Four core plugs with a range of clay content and permeability were chosen from the formation. Each core was fully saturated with artificially made formation water to measure initial permeability. The core samples were then subjected to a constant flow of gas (air or CO2) at reservoir pressure for up to 185,000 PVI. The effluent fluid was sampled continuously to measure the concentration of solid particles produced from the core during gas injection. The tests were followed by injection of formation water to eliminate the salt precipitation effect and then DI water to identify the maximum possible formation damage in each core sample.

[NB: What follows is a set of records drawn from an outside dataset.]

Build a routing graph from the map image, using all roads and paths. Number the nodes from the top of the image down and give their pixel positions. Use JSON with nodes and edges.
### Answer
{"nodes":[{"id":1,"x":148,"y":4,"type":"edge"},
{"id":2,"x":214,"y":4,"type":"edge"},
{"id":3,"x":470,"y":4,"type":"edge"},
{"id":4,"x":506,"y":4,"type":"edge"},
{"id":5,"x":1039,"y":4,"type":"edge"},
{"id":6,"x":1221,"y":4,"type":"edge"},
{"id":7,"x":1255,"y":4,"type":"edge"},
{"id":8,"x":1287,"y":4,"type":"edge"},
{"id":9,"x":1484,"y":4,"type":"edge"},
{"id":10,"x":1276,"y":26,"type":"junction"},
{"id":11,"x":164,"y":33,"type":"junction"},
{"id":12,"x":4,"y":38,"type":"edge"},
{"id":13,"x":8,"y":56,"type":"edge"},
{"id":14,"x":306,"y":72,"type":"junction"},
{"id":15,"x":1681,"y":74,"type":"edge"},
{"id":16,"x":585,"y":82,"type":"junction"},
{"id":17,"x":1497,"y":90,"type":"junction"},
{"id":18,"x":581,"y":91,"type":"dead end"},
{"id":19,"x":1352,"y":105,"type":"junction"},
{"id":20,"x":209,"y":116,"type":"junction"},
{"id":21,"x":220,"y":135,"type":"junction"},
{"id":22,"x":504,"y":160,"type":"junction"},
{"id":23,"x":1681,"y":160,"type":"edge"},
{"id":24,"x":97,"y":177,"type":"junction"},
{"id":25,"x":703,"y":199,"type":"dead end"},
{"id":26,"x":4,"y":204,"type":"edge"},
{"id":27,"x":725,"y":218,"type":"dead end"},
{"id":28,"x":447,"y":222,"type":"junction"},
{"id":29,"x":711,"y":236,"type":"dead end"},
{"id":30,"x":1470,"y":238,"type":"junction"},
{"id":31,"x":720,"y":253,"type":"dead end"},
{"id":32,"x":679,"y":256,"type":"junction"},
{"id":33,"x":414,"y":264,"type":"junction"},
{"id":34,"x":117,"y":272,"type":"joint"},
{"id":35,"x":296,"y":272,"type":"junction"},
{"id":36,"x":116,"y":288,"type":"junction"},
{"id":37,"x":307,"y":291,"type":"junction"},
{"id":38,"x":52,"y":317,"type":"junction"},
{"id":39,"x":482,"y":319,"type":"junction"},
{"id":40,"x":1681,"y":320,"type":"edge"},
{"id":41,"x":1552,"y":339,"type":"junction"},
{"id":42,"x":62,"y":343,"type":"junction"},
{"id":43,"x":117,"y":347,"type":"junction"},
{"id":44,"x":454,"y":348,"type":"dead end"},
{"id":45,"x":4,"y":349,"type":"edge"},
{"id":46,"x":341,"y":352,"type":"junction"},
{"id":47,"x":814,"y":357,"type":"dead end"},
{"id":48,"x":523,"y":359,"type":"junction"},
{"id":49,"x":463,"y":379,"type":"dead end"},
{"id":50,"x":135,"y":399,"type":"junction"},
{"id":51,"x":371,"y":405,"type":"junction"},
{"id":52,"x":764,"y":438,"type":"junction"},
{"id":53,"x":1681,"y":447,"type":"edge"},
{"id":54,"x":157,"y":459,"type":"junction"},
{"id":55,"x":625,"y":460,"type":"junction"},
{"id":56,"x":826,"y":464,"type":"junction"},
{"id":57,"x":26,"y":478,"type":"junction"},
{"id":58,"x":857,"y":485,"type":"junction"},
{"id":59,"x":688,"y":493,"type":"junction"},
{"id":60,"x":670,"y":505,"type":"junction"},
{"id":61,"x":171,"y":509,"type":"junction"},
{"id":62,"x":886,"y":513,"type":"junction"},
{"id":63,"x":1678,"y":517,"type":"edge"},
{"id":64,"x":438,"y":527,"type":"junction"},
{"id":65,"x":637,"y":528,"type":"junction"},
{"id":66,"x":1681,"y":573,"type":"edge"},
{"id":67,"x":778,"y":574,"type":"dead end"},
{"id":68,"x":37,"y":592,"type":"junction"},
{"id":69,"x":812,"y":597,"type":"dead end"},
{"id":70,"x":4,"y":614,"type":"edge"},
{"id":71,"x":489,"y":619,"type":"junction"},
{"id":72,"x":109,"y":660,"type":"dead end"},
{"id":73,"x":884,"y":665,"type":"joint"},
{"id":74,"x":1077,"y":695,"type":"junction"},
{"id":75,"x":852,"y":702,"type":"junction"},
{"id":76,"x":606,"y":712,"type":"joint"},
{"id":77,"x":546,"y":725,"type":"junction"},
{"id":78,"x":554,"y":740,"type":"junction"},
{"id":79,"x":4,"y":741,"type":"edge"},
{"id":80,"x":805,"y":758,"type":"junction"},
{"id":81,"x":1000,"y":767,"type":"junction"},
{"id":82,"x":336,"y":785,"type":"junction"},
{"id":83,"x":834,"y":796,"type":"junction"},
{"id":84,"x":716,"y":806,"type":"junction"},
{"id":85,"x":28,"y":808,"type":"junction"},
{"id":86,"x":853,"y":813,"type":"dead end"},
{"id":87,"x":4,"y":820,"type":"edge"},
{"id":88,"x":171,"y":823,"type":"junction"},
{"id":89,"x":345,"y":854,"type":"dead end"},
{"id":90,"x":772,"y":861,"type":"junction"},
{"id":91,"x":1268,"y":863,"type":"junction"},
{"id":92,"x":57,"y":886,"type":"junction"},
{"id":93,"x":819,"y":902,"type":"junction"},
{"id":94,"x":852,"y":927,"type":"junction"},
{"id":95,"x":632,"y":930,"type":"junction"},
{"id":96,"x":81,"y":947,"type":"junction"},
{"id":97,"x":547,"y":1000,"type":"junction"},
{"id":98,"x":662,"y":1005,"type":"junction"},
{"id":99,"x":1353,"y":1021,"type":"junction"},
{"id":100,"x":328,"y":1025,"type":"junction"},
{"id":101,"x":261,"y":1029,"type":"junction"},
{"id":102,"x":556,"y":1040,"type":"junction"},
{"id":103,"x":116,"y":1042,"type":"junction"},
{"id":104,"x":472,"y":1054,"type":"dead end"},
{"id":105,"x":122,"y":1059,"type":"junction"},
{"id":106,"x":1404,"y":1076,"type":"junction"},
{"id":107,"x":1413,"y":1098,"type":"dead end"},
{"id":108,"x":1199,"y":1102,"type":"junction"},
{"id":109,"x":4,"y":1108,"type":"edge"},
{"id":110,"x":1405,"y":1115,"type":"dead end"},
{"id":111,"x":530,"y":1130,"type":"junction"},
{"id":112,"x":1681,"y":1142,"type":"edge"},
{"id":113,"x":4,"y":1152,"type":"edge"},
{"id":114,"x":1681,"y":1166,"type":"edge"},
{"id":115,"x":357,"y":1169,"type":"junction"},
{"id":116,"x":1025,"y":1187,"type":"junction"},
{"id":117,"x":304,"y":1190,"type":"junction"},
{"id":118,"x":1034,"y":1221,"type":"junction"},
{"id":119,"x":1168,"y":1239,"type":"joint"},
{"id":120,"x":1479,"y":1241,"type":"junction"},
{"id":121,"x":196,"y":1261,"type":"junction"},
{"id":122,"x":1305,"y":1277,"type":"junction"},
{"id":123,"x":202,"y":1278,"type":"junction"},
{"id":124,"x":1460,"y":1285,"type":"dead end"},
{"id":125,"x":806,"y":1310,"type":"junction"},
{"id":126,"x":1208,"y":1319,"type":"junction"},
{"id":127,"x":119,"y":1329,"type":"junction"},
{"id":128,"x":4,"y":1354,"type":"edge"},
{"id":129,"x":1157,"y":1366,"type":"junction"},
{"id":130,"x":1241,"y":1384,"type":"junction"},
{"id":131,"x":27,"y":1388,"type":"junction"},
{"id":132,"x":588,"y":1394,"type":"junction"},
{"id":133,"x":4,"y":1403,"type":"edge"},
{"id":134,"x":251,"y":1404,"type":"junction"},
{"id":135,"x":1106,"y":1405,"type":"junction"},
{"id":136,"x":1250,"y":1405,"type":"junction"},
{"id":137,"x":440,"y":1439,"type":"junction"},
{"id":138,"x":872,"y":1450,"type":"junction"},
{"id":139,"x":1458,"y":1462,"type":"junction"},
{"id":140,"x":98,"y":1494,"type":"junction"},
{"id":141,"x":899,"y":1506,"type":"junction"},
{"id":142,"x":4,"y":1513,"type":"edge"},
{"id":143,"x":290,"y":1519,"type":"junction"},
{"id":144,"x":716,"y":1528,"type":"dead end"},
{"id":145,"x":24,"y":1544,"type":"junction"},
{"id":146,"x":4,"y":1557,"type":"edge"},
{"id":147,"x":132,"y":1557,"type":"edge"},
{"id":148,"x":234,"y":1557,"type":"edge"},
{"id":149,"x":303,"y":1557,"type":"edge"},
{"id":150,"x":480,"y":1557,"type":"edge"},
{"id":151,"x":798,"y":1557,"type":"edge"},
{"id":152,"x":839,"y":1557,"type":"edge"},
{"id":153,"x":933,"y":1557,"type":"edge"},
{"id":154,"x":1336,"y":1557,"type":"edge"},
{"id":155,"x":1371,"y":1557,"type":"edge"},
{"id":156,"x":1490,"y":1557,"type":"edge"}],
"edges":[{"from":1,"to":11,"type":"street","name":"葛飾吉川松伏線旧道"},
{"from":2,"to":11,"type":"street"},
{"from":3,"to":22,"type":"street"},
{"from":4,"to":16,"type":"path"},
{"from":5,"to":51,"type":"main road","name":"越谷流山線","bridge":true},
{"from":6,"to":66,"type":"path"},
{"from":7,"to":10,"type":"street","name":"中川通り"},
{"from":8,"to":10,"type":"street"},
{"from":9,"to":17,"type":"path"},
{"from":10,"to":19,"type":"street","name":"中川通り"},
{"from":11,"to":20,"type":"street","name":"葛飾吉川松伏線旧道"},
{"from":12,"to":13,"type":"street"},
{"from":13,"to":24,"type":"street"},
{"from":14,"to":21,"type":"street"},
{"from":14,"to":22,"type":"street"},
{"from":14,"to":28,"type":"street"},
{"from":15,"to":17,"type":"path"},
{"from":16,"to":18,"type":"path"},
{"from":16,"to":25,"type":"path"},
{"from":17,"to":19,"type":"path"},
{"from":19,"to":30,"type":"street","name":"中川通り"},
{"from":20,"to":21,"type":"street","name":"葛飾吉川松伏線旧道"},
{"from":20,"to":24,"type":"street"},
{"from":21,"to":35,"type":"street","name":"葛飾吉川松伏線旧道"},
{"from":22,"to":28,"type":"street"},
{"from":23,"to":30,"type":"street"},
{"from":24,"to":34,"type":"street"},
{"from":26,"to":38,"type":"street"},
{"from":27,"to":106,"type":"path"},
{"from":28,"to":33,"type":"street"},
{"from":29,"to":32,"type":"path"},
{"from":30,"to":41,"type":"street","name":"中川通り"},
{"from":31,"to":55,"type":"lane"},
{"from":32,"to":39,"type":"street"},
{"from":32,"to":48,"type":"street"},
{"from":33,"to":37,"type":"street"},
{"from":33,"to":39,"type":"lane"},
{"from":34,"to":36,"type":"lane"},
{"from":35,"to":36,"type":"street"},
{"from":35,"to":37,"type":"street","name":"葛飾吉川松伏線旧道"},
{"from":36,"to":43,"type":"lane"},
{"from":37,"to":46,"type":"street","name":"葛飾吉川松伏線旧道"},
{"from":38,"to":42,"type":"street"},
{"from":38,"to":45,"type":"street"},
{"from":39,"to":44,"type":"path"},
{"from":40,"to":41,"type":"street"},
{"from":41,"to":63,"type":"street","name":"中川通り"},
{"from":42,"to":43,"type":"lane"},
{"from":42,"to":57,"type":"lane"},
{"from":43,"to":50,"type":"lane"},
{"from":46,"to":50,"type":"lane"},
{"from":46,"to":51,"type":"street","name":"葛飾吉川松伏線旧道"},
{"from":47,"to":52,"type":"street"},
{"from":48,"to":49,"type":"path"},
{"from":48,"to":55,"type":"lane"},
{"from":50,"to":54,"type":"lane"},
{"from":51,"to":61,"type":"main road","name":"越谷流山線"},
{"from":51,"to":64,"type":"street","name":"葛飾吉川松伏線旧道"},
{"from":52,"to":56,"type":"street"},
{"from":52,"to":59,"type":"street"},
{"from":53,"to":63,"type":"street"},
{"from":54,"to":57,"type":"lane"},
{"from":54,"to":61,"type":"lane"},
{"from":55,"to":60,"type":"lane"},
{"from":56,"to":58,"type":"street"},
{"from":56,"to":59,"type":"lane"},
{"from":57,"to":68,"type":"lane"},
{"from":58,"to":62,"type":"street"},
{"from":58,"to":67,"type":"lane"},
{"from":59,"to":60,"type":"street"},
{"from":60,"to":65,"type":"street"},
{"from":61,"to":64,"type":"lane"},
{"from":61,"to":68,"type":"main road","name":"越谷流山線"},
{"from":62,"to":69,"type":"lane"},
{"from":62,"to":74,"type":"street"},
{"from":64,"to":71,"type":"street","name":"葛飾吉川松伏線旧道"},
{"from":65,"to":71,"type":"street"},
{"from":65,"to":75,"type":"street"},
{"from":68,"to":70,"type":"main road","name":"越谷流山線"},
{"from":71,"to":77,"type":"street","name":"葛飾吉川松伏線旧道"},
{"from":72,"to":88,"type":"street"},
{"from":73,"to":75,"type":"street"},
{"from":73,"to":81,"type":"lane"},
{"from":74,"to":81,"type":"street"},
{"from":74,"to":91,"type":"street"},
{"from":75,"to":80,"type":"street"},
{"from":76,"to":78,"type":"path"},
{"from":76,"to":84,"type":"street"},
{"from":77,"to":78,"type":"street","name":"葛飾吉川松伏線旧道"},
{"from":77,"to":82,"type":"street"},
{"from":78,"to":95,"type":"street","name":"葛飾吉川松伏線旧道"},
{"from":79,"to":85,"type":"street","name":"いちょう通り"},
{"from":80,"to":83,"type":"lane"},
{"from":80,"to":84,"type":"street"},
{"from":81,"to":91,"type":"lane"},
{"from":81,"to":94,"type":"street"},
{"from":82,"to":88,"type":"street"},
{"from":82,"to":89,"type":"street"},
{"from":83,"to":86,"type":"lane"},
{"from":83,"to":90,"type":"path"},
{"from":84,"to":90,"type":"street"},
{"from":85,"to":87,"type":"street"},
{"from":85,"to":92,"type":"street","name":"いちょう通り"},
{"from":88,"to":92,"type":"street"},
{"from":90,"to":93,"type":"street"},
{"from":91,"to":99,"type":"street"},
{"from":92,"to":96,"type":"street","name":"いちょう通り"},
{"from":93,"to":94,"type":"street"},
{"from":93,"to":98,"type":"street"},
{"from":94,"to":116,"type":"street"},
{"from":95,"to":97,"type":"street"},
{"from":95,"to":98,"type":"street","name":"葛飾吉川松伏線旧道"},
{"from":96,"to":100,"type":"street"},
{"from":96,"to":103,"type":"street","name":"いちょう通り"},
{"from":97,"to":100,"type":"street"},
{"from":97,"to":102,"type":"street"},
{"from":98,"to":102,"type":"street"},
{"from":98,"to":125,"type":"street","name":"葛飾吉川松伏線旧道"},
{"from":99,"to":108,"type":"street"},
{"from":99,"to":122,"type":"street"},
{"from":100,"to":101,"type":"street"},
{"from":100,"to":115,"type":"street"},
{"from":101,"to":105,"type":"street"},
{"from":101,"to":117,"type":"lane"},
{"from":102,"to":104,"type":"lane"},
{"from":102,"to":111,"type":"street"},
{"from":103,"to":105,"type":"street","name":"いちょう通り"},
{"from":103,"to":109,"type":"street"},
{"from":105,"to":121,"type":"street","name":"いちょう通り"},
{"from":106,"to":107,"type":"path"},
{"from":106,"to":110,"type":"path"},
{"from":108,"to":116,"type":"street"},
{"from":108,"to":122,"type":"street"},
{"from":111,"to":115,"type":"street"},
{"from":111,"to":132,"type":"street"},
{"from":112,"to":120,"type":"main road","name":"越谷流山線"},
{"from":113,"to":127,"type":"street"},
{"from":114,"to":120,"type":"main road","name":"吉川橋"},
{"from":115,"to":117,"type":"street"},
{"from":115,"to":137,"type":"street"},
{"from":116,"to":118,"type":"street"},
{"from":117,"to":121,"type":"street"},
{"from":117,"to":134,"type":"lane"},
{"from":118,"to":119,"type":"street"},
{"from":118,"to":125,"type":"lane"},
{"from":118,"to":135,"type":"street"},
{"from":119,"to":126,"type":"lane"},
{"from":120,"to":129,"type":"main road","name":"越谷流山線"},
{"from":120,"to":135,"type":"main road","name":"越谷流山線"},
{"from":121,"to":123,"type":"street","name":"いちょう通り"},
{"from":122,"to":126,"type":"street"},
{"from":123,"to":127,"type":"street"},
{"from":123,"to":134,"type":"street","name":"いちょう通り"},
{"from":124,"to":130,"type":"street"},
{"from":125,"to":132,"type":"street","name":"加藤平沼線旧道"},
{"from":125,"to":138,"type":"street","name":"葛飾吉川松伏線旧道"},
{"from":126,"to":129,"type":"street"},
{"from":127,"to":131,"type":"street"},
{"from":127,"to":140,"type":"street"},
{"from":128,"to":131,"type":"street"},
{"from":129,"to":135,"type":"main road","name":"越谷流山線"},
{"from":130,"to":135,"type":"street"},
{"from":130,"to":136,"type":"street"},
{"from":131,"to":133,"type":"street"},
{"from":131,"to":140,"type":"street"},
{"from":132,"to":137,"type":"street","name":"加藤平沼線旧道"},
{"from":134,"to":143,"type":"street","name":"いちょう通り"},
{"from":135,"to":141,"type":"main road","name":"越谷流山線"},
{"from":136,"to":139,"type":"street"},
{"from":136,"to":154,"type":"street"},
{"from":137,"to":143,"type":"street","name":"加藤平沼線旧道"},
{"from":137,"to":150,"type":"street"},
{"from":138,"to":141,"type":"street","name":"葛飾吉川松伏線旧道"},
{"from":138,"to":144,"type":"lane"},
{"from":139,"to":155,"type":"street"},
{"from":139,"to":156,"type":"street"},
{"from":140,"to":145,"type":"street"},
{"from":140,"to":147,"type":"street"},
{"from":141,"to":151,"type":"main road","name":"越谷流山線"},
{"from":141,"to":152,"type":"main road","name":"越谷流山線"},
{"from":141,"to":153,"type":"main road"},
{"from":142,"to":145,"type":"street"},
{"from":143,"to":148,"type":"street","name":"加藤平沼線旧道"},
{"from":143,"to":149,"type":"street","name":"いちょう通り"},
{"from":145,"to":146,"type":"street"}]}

Overall injectivity increased significantly during continuous injection of CO2or air into fully saturated core samples despite permeability damage due to fines migration. Fines migration was observed during gas injection, resulting in a pressure drop increase across the cores and fine release at the core outlet. 30-60% reduction of core permeabilities were observed during connate water evaporation. The damaging effect of fines migration on injection rate was negligible compared to 4-30 times pressure drop decrease due to reduction in liquid saturation.
Cited by
6 articles.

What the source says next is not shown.